**ACTIVITY**
Copy each line of the data below in which the word "lane" can be found.

**Source data**

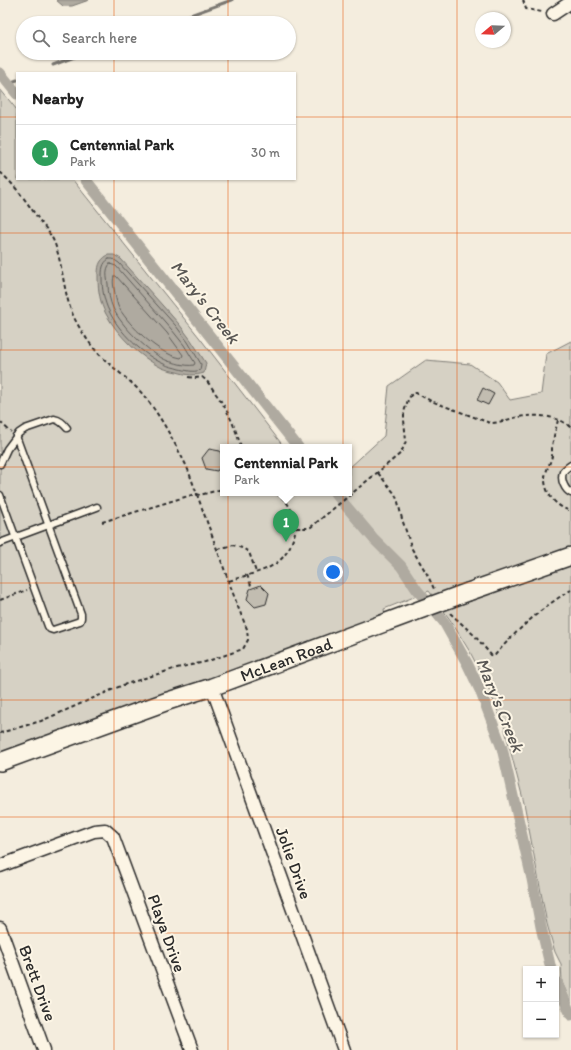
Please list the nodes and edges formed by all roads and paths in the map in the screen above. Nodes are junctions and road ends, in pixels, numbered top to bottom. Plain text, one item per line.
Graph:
1 (523, 0) edge
2 (571, 2) edge
3 (553, 14) joint
4 (0, 172) edge
5 (188, 377) dead end
6 (558, 420) junction
7 (0, 422) edge
8 (67, 428) dead end
9 (571, 428) edge
10 (16, 436) junction
11 (240, 444) edge
12 (0, 464) edge
13 (571, 465) edge
14 (220, 490) edge
15 (571, 493) edge
16 (197, 494) junction
17 (352, 494) edge
18 (0, 495) edge
19 (281, 496) edge
20 (350, 496) edge
21 (97, 507) dead end
22 (571, 511) edge
23 (102, 522) dead end
24 (49, 525) junction
25 (296, 528) junction
26 (16, 537) junction
27 (0, 543) edge
28 (218, 549) junction
29 (571, 556) edge
30 (256, 572) junction
31 (247, 575) junction
32 (229, 582) junction
33 (34, 588) junction
34 (252, 588) dead end
35 (0, 600) edge
36 (212, 687) junction
37 (0, 733) edge
38 (0, 762) edge
39 (0, 866) edge
40 (0, 928) edge
41 (44, 1050) edge
42 (192, 1050) edge
43 (344, 1050) edge

1 - 3 path
2 - 3 street
4 - 16 path
5 - 11 path
6 - 9 path
6 - 17 path
6 - 22 path
7 - 10 path
8 - 10 lane
10 - 12 lane
10 - 24 lane
13 - 15 lane
14 - 16 path
16 - 23 path
16 - 28 path
18 - 26 lane
19 - 25 path
20 - 25 path
21 - 24 lane
24 - 26 lane
24 - 33 lane
25 - 30 path
26 - 27 lane
26 - 33 lane
28 - 30 path
28 - 32 path
29 - 36 street, McLean Road, bridge
30 - 31 path
31 - 32 path
31 - 34 path
32 - 37 path
33 - 35 path
36 - 38 street, McLean Road
36 - 43 street, Jolie Drive
39 - 42 street, Playa Drive
40 - 41 street, Brett Drive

**SOLUTION TO THIS EXERCISE**
8 - 10 lane
10 - 12 lane
10 - 24 lane
13 - 15 lane
18 - 26 lane
21 - 24 lane
24 - 26 lane
24 - 33 lane
26 - 27 lane
26 - 33 lane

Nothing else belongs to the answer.